Em 2016, Anésio foi promovido de tenente-coronel a coronel por merecimento. No mesmo ano, foi nomeado para o cargo de comandante de ensino policial militar.
De oito policiais presentes na sala da P2, onde ficou a vítima, seis praticaram agressões, segundo o jovem. Além dos responsáveis pela prisão, “presenciaram” e “coonestaram” a permanência da vítima no batalhão Aroldo Rodrigues de Andrade, Divino Carlos de Paulo, Hildeil Borges Ribeiro da Silva, Marcioni Cavalcanti Urzêda e Alan Marcelino da Silva. Os dois primeiros foram promovidos de major a tenente-coronel e transferidos à reserva remunerada em 2016, por mais de 30 anos de serviços prestados. Hildeil passou de cabo a terceiro sargento, por antiguidade, no mesmo ano.
“A vítima permaneceu a sofrer agressões até horário incerto, sendo que foi encapuzada e levada a uma região rural de Trindade e, ao menos durante o período de 9:06 a 11:49, ali sofrido mais agressões, por meio de afogamentos e choques, praticados por Valtencir, Aroldo, Hildeil e Alan”, cita a denúncia do MPF. Uma plataforma utilizada pela PF permitiu comprovar a presença dos quatro no local onde ocorreu a tortura.

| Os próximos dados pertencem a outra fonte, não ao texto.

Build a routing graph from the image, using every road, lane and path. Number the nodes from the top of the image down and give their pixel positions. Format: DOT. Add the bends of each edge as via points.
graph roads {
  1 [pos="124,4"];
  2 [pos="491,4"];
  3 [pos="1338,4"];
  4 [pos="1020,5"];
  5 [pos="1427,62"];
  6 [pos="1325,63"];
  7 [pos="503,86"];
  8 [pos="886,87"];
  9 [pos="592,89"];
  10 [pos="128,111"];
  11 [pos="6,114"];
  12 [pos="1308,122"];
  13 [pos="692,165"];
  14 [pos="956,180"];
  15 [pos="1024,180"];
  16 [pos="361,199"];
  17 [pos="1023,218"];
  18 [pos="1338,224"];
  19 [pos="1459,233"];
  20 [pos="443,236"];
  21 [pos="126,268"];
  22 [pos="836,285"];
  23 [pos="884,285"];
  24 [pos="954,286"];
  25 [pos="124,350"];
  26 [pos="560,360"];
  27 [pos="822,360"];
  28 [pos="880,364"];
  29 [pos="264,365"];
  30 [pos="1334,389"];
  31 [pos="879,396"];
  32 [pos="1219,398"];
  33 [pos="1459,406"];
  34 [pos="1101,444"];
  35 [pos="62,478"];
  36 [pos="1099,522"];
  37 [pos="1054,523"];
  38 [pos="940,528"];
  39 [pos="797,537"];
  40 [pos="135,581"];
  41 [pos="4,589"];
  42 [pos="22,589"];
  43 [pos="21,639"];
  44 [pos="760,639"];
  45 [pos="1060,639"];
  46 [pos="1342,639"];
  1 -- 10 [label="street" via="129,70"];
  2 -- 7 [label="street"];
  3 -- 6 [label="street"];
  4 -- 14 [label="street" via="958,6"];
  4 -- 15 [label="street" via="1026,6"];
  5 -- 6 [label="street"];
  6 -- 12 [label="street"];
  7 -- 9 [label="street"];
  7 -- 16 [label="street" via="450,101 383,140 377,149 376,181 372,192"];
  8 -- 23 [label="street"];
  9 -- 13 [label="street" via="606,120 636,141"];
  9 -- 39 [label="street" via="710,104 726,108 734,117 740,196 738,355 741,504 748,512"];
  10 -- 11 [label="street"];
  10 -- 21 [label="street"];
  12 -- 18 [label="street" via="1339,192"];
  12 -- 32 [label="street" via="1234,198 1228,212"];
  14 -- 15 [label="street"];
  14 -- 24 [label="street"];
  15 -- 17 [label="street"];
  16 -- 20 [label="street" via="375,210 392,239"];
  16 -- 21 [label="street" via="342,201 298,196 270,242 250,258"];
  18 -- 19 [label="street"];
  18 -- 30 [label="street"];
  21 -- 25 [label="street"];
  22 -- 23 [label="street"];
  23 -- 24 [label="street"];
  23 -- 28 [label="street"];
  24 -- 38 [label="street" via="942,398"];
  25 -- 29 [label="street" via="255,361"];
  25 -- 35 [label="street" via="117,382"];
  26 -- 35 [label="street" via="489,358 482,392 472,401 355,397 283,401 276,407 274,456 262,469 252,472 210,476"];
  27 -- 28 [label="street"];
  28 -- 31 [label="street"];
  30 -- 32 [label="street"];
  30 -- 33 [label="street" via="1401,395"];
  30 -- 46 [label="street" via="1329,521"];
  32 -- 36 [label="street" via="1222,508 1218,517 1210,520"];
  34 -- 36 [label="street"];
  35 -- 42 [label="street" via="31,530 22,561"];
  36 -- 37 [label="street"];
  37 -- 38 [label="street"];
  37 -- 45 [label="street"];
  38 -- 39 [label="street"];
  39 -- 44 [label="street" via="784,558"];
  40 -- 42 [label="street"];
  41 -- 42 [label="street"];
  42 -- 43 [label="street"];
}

Na ocasião da acusação pelo MPF, a PM de Goiás afirmou, por meio da assessoria de imprensa, que “os fatos relatados são sobre um fato ocorrido em 2010, porém o processo ainda está em andamento”. “Não podemos afirmar que houve ou não o crime de tortura, de sorte que os acusados possuem o direito do contraditório e ampla defesa, conforme o princípio da presunção de inocência, instituto previsto na Constituição Federal de 1988, prerrogativa do acusado não ser considerado culpado por um ato delituoso até que a sentença penal condenatória transite em julgado”.